Stochastic Non-Smooth Convex Optimization with Unbounded Gradients
This work provides a theoretical foundation for understanding optimization algorithms under more realistic gradient growth conditions, benefiting the machine learning community by guiding algorithm selection for non-smooth problems.
The paper introduces a class of generalized Lipschitz functions where gradient norms are bounded by an affine function of the optimality gap, and shows that AdamW with clipped updates achieves the best global convergence rates for convex stochastic optimization in this setting, outperforming SGD and AdaGrad.

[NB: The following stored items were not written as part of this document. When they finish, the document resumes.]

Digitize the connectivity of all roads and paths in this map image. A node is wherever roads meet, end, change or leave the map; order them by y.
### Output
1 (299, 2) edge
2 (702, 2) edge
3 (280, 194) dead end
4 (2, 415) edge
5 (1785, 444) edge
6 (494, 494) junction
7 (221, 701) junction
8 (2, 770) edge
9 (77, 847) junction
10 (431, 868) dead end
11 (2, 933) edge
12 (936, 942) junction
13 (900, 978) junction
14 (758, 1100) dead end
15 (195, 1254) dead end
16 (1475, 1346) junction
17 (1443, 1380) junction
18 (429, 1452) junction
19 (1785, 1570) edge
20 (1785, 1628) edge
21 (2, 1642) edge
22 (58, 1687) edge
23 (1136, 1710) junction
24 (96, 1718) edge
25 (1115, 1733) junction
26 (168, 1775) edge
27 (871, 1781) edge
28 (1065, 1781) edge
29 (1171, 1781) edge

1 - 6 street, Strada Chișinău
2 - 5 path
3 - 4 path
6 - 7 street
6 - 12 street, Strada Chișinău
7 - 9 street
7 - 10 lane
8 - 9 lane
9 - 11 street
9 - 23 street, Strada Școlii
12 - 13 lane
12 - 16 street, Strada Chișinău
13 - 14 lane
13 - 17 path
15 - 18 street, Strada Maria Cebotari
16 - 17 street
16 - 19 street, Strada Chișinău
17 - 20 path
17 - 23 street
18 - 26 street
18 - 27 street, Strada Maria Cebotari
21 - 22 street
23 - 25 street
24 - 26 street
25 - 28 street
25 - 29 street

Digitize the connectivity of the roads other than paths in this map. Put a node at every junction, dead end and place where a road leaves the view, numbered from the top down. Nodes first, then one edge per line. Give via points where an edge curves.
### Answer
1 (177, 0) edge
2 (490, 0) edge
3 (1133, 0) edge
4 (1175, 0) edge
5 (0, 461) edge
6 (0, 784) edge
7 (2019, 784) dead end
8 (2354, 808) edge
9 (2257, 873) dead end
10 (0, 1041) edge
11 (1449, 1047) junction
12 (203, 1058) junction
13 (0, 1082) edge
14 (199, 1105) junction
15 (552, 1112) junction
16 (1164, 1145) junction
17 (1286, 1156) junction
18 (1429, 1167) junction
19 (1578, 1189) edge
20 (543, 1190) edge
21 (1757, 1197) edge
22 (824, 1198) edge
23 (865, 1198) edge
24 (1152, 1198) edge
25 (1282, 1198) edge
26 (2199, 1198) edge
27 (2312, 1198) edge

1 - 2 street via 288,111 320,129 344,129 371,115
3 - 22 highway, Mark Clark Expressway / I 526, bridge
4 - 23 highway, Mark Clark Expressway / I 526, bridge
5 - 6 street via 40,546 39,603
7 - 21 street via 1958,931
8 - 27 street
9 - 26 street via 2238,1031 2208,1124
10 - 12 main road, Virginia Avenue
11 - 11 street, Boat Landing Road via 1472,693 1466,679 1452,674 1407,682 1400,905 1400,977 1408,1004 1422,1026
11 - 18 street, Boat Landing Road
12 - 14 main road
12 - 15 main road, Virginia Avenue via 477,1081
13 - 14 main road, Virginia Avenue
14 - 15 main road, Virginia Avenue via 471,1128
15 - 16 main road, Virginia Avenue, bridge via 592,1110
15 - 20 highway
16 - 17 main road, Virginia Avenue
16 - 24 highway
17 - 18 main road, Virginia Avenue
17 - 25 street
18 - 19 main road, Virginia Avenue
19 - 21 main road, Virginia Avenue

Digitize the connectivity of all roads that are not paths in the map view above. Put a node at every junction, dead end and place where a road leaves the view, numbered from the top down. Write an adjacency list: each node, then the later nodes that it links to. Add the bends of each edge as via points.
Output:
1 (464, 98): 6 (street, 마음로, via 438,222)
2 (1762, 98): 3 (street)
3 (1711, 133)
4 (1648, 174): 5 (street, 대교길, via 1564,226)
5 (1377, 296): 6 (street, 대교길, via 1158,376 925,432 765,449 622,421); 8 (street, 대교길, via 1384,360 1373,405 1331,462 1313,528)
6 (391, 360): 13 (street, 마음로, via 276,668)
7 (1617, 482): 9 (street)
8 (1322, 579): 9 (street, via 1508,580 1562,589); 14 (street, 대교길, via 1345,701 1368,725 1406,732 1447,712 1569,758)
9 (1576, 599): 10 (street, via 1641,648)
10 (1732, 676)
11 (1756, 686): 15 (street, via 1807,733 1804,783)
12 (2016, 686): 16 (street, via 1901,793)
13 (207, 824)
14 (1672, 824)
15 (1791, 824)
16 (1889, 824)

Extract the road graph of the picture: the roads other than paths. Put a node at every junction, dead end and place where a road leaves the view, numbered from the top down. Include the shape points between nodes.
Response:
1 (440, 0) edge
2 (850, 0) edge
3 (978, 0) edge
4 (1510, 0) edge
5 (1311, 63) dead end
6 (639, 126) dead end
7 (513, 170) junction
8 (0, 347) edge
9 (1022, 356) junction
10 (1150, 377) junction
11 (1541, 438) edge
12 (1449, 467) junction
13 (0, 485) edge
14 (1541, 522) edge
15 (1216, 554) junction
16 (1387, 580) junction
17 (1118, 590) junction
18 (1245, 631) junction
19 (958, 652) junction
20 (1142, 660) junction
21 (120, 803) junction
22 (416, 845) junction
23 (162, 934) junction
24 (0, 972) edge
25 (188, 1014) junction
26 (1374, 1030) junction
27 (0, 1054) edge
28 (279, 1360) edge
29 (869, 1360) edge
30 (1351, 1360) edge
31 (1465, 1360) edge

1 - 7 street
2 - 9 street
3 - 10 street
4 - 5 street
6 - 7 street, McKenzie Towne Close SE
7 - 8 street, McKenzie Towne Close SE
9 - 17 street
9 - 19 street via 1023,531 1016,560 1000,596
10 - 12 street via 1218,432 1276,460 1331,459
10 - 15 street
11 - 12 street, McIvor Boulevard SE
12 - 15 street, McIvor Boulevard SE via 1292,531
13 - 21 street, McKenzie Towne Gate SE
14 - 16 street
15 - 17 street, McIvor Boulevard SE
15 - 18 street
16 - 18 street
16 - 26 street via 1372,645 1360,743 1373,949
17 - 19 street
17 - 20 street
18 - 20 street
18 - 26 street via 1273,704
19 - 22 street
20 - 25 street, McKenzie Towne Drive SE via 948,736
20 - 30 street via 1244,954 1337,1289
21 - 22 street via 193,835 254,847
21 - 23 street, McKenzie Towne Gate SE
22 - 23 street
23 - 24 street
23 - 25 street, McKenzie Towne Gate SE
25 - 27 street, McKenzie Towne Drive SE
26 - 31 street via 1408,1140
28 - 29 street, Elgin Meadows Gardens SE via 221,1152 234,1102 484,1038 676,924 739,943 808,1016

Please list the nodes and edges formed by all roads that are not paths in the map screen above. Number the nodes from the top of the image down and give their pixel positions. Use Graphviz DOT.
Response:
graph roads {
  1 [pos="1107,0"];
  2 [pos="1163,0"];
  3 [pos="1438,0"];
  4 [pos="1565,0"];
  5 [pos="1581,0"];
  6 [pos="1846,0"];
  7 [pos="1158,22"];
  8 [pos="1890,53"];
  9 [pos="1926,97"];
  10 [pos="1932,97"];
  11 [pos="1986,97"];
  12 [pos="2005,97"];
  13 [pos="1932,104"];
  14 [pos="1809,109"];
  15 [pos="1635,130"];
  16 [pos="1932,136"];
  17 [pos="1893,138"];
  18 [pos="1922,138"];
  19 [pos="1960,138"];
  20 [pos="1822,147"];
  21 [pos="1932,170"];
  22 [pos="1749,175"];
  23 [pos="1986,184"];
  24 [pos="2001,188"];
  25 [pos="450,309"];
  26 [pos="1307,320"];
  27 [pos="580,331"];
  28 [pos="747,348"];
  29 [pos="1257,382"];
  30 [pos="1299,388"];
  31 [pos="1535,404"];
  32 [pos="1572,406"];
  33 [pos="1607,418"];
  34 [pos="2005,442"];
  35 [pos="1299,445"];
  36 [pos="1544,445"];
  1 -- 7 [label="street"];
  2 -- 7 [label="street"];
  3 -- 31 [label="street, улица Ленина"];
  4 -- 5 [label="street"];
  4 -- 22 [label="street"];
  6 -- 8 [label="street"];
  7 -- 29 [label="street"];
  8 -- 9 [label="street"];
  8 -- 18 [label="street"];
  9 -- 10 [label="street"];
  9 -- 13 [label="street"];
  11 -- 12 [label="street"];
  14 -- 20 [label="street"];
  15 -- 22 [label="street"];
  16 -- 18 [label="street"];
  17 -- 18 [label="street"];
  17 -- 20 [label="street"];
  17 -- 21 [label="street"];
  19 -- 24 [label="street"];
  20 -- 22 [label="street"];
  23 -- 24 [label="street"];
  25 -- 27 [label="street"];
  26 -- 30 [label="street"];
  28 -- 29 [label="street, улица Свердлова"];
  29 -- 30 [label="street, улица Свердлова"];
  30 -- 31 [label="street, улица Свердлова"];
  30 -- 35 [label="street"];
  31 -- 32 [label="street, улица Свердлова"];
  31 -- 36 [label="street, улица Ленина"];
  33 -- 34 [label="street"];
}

Much of the existing theory on first-order non-smooth optimization is built on a restrictive assumption that the gradients of the objective function are uniformly bounded. We introduce a much more realistic class of generalized Lipschitz functions, where the gradient norms are bounded by an affine function of the optimality gap. We then ask a natural question: what algorithm achieves the best global convergence rates for solving convex stochastic generalized Lipschitz optimization problems? To address this, we develop a new convergence analysis for several existing algorithms and find that AdamW with clipped updates, theoretically outperforms other popular stochastic optimization methods, such as SGD and AdaGrad. Moreover, our analysis establishes the critical role of AdamW's exponentially weighted gradient accumulation, as opposed to simple averaging. We further show that clipped AdamW is universal and achieves improved rates under the popular generalized smoothness assumption, analyze the convergence of clipped AdamW with diagonal and matrix preconditioners, and extend our results to the quasar-convex setting.